Let’s review that origin story, because it is not ancient history. In July 2025, Trump ordered Texas Governor Greg Abbott to call a special session and redraw the state’s congressional maps to add five Republican-leaning seats. Texas Democrats fled the state for weeks to deny quorum. Abbott threatened to remove them from office. One Democratic representative who refused to sign a permission form agreeing to be escorted by state troopers at all times was physically prevented from leaving the House floor and filed a habeas corpus petition challenging the legality of being locked inside the chamber. This happened in the United States of America, in 2025, in the state of Texas.
Republicans in Missouri and North Carolina followed. Then Indiana. Then the Supreme Court signed off on Texas’s map in December 2025, in a 6-3 decision holding that the lower court had “failed to honor the presumption of legislative good faith”, a phrase that deserves its own entry in the dictionary of laughable euphemisms, given that the Texas Legislature had openly stated it was drawing maps at the president’s personal direction to gain House seats.
Democrats responded: California passed Proposition 50, a voter-approved redistricting amendment that could net Democrats several seats. Virginia tried to do the same thing. And here is where the rule reveals itself in full clarity.
Texas redistricts at Trump’s request, targeting majority-minority coalition districts, and the Supreme Court waves it through as “partisan.” California responds with its own voter-approved map and the Supreme Court declines to block it — but only after Republicans challenged it and failed. Virginia passes a voter-approved amendment, voters ratify it in a special election, and the Virginia Supreme Court strikes it down on procedural grounds that were not raised with anything like the same urgency when Republicans were cramming maps through under time pressure in multiple states.
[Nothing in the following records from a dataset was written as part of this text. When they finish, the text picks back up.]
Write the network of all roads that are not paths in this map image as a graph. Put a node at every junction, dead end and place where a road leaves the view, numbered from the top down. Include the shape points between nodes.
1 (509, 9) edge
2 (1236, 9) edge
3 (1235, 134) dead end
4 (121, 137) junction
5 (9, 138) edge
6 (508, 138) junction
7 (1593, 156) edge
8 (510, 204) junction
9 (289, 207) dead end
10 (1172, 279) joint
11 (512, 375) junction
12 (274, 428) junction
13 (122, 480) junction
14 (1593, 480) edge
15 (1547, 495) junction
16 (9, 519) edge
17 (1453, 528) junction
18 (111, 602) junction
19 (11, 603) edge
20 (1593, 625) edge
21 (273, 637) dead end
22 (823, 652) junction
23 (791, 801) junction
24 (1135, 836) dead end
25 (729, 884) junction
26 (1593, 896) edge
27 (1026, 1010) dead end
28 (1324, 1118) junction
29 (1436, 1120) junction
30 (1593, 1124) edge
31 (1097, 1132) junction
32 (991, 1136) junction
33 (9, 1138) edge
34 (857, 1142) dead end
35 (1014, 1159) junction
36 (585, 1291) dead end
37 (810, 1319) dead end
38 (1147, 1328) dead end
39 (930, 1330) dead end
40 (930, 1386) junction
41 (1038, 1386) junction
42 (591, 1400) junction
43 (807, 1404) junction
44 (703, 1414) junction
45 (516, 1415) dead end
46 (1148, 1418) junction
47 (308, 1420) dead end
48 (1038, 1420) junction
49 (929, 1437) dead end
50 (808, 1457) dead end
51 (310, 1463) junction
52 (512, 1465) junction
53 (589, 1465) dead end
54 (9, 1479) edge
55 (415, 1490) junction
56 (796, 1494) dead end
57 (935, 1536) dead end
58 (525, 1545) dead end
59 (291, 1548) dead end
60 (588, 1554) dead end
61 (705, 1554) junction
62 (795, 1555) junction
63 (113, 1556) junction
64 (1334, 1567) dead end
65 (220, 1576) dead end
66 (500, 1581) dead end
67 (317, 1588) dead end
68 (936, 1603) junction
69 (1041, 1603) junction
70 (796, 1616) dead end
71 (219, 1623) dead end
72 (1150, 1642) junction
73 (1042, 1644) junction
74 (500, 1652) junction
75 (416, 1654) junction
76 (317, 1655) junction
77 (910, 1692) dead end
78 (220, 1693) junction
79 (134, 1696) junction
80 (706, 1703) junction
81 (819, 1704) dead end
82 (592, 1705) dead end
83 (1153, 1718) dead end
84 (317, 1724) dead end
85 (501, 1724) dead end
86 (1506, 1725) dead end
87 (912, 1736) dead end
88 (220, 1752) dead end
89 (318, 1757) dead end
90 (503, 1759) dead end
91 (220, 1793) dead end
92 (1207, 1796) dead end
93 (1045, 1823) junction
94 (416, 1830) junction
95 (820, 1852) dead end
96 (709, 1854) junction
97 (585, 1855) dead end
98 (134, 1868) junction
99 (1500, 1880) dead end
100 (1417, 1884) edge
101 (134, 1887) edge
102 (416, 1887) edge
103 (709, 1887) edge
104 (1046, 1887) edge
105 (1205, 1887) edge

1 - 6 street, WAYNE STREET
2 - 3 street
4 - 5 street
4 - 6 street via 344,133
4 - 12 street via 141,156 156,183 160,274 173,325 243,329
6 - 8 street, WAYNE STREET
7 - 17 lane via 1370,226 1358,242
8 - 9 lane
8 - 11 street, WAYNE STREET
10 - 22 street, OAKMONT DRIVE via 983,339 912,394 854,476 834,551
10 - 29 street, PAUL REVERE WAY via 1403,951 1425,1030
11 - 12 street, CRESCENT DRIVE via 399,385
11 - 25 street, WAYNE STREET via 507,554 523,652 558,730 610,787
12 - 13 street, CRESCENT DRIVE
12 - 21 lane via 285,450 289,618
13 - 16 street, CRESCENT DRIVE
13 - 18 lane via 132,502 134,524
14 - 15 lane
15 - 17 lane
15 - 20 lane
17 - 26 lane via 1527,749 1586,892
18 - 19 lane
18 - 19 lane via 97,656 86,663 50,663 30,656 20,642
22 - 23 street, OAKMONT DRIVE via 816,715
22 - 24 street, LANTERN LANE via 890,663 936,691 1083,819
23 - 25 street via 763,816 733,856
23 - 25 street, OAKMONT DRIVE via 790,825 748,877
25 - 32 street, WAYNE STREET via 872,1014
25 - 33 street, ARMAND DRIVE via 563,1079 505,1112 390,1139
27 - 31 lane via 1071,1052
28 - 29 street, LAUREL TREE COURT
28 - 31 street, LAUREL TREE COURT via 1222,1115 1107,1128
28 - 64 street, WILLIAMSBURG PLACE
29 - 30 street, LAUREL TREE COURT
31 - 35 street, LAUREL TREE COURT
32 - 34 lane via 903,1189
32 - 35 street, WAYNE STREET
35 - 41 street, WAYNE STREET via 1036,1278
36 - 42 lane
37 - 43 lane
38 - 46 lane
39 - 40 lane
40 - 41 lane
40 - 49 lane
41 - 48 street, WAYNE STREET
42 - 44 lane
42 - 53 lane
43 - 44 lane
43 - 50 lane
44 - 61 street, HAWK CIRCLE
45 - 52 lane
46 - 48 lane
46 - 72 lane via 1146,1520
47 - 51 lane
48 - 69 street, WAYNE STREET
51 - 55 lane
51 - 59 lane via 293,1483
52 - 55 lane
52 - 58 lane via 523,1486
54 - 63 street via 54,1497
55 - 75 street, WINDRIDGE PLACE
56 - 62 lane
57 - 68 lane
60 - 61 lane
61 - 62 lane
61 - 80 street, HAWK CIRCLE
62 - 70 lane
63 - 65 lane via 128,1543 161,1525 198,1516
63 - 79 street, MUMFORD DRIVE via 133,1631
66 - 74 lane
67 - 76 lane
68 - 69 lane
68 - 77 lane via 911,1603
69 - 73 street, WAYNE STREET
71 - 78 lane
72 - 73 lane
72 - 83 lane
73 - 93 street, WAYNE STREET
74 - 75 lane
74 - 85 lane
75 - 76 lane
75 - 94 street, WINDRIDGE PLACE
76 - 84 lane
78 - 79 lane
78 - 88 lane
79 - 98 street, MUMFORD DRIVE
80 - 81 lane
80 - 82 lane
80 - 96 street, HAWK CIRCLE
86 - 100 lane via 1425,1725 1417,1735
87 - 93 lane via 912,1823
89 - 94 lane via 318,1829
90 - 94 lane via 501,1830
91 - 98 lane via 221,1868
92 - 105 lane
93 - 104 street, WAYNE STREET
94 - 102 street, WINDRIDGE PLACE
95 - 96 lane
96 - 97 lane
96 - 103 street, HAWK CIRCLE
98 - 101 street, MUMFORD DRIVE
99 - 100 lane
The procedural rules are not the point. The procedural rules are the weapon.
Louise Lucas — 34-year veteran of Virginia politics, the woman who helped engineers the redistricting fight, who posted “You all started it and we fucking finished it” after voters approved the plan - had her office searched by the FBI two days before the court killed that plan and two weeks after voters approved it. No charges. No disclosed details. Just agents at the door.
Here is what that looks like from the outside: It looks like a shot across the bow at free and fair elections.
This is the architecture of permanent minority rule. Gut the Voting Rights Act so maps can’t be challenged. Redistrict red states at presidential direction. Challenge blue-state counter-moves at every procedural step while ignoring identical or worse procedural conduct in red states. And when the person most responsible for organizing resistance becomes too effective, send the apparatus of federal law enforcement to her office while the case is still before the courts.
None of this requires a conspiracy theory. It doesn’t require assuming the worst of every actor in every institution. It requires only reading the timeline in order, looking at who benefits, and asking who gets to play by what rules.
The answer, as of May 8, 2026, is that Republican redistricting is patriotism, Democratic redistricting is a crime, the voters can be overruled by four judges, and the woman who led the fight gets a visit from the FBI.
Write it down. Document everything. November is coming.